I read this twice. The minute I finished it, I turned right back to the front and I read it all again.
Shepherd Book is one of the quieter characters in Firefly. Mostly, he stays out of battles and on the edges of the scenes. It’s easy to forget those people sometimes, the ones who support the big damn heroes. But the Shepherd held the ship together. His mere steadfastness was what everybody on that ship needed. And the fact that he was a little too proficient with a gun for a shepherd…well it’s not like you have a lot of time to go into that in the heat of battle.
It surprised me in this book to realize that Shepherd Book is one of my favorite characters in Firefly. I mean, they’re all my favorite characters, but I’d forgotten the good Shepherd in a way he didn’t deserve. And finally he gets his own story. We meet him right as he is about to die and then his life is revealed to us in a series of flashbacks.
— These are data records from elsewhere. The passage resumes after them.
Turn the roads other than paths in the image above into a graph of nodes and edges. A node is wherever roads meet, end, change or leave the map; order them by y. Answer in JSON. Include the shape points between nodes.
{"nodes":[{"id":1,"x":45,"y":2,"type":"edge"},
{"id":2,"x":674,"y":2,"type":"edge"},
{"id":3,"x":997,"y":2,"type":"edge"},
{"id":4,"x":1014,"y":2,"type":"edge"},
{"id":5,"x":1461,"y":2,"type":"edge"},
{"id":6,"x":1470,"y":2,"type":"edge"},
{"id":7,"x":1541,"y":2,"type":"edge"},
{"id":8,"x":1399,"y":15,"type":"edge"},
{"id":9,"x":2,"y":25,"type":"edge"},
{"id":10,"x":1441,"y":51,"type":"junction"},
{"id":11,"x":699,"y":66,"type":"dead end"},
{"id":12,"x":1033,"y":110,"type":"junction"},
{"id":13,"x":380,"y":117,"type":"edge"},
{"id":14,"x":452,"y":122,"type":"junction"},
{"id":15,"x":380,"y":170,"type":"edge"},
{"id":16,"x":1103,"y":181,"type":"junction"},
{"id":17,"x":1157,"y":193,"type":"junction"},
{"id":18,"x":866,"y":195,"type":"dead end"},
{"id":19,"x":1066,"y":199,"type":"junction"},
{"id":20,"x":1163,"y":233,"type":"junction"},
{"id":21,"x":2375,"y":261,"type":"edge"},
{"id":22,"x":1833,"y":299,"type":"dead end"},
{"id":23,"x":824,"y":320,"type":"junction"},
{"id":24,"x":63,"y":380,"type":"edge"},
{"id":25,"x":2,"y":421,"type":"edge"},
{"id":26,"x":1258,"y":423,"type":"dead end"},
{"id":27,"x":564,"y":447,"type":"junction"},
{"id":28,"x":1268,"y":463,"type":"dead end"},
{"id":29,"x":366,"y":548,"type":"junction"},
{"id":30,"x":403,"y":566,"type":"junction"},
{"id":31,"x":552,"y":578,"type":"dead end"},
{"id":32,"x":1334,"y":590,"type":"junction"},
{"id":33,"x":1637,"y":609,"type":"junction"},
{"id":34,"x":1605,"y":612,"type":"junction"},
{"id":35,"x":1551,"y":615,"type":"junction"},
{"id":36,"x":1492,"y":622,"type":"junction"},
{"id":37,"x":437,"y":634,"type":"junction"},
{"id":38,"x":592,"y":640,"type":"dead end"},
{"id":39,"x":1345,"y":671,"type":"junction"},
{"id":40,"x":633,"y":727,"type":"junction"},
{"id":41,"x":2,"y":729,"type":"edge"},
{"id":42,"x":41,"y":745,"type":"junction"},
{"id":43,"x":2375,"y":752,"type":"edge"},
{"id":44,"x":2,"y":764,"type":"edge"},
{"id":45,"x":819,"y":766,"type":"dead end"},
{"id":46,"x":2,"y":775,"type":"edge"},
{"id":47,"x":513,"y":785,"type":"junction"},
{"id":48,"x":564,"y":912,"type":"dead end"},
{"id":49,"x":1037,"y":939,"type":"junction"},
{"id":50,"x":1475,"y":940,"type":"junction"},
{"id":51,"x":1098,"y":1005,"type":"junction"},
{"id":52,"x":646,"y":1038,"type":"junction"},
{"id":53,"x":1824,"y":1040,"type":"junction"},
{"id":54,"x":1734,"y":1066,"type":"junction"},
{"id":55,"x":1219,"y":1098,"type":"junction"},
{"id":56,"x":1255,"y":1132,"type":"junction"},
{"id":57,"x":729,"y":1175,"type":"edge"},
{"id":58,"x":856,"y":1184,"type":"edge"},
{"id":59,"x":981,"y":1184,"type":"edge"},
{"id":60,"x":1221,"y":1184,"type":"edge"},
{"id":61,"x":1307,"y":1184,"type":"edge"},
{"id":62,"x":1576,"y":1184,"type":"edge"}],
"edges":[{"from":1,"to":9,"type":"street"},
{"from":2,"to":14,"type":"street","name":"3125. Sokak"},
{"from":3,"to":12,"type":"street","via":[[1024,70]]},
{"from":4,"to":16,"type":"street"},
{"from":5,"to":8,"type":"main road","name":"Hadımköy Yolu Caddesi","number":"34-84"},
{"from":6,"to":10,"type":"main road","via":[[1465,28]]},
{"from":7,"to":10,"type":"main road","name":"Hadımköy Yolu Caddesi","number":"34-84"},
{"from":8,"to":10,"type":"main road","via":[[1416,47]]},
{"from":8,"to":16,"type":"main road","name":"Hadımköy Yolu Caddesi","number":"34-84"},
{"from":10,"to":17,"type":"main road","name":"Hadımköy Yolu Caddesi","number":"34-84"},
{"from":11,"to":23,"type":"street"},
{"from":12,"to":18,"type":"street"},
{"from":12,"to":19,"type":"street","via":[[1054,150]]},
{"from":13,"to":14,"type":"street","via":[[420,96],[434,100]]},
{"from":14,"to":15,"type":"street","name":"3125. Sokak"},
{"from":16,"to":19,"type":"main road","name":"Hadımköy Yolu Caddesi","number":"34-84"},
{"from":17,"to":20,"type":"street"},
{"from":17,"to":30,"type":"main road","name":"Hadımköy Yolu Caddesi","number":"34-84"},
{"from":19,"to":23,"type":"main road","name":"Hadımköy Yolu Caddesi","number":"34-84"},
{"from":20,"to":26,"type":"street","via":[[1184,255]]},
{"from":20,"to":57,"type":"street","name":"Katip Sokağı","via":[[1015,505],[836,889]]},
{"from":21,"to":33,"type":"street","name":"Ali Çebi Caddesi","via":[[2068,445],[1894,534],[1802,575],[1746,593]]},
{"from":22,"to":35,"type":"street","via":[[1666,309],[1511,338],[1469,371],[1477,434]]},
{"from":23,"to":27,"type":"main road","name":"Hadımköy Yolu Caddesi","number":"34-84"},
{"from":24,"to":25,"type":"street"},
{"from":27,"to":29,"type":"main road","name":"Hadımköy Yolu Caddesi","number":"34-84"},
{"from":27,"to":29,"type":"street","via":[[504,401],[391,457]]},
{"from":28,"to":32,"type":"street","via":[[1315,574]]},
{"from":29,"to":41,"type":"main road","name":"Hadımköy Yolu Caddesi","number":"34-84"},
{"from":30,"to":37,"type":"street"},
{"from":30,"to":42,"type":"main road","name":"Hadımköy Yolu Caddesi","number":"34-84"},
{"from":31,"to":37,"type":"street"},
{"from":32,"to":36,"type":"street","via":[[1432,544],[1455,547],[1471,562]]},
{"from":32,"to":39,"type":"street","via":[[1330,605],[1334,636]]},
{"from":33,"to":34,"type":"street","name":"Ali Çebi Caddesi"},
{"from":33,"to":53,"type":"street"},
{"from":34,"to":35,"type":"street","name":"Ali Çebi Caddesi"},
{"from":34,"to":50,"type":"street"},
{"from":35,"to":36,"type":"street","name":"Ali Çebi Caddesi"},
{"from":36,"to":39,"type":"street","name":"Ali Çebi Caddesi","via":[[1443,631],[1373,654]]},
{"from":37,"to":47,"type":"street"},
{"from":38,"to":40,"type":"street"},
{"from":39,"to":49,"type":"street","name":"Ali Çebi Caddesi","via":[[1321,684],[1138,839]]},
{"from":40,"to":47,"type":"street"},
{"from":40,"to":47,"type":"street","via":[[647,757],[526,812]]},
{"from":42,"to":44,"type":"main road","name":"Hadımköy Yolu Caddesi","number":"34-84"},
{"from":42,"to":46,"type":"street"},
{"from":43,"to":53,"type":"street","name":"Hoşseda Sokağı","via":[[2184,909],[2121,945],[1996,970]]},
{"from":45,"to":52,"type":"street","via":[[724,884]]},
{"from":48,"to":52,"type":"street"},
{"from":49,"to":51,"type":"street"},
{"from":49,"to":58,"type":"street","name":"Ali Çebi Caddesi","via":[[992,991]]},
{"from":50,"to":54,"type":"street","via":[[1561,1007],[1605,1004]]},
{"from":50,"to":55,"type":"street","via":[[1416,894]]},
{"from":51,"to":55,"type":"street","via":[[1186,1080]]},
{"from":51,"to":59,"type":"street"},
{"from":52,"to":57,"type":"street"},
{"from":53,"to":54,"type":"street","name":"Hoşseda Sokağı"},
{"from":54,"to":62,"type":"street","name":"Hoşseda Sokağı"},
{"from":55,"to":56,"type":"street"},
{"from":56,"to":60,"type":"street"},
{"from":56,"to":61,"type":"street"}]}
Most of the time it works well. We get to be back on Serenity for a while and it just felt like coming home. Other parts of the flashbacks seem a bit jarring though and each flashback could easily have been its own novel. A lot of it left me wanting more – I want an entire series of Shepherd Books tale and sometimes this seemed like a teaser. One particular thing also seemed at odds with certain events in the TV show, but fans on the internet seem to have patched that hole up in the way that loving, loyal fans are wont to do.
The Shepherd’s voice is a joy to read, it is well-developed through the novel in a very credible way and nowhere is he pictured as a hero in black and white. He gets to be a whole person with a complicated past that doesn’t justify any of his actions. It does, however, lead him to wax poetic about chicken soup for a couple of pages, which is easily the best bit of the book.
In the end, this book is for fans, for those of us who romanticize the original series and are starved for more. And for those who love stories about the quiet people that weren’t always so.